### Task item
Lines in the listing below may contain the word "lane". State how many do, and nothing more.

** Opening Records block **

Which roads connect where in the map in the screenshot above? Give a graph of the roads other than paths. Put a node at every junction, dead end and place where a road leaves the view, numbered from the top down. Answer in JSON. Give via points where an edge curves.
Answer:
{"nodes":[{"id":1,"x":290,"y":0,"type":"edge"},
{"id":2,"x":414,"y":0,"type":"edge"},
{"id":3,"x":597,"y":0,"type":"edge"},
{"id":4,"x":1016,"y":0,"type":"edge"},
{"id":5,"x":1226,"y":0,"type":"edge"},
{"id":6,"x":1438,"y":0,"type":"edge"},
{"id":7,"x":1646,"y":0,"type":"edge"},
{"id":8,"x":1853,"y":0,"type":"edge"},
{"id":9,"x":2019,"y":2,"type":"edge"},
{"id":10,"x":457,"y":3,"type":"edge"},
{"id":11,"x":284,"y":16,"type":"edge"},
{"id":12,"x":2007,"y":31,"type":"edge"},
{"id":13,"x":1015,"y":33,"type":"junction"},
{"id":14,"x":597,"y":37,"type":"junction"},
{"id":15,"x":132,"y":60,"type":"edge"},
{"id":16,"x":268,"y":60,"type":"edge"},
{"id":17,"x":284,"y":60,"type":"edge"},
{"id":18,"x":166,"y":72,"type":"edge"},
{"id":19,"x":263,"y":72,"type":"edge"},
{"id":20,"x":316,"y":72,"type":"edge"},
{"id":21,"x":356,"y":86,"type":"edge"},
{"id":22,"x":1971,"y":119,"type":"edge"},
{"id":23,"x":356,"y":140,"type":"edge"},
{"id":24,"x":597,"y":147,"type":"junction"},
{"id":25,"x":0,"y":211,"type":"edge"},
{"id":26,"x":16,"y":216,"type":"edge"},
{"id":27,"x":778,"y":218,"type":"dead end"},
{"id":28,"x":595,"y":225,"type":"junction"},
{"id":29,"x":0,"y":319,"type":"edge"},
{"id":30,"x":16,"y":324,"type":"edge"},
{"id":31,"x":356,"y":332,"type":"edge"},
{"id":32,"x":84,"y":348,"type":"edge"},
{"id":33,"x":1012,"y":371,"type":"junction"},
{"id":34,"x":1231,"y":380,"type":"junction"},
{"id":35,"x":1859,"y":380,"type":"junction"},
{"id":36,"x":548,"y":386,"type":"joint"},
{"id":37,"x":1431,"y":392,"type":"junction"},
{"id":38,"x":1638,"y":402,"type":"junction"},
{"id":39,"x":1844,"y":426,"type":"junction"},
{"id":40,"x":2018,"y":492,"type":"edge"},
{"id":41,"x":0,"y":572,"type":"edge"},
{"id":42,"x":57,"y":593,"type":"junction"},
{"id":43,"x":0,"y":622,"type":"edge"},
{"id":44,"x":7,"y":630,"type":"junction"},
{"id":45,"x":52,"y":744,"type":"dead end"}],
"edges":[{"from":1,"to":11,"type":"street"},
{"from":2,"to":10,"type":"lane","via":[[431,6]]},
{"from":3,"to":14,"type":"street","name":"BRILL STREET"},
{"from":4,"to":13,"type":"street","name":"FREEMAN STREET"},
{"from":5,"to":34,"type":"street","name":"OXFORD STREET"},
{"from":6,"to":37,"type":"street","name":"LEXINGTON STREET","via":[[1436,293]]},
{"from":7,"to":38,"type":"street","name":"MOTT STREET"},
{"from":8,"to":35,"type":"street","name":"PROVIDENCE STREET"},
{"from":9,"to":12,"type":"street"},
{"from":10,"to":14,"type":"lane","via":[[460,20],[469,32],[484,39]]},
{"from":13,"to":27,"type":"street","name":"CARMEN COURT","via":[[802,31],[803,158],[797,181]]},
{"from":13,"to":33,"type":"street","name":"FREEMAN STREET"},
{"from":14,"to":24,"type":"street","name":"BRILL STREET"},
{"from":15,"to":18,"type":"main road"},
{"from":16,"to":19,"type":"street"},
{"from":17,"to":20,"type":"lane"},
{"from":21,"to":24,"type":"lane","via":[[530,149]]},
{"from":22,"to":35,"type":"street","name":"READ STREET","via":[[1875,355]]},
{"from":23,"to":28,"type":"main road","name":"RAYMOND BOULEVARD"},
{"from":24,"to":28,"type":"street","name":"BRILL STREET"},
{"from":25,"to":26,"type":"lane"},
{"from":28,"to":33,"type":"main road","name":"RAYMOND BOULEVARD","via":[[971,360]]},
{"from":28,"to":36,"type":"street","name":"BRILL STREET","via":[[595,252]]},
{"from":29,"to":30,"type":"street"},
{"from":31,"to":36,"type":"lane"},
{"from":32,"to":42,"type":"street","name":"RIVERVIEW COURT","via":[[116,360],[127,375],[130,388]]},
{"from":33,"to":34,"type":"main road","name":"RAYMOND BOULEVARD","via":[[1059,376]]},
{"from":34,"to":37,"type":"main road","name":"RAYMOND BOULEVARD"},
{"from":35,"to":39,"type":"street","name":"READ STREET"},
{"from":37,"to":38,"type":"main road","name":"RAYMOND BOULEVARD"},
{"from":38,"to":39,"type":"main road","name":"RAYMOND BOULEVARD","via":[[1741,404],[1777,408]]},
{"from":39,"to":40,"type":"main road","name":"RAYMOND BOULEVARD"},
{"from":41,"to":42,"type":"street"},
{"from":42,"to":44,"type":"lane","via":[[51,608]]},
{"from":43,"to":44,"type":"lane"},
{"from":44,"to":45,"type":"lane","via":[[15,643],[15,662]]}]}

** Closing Records block **

### Exercise response
9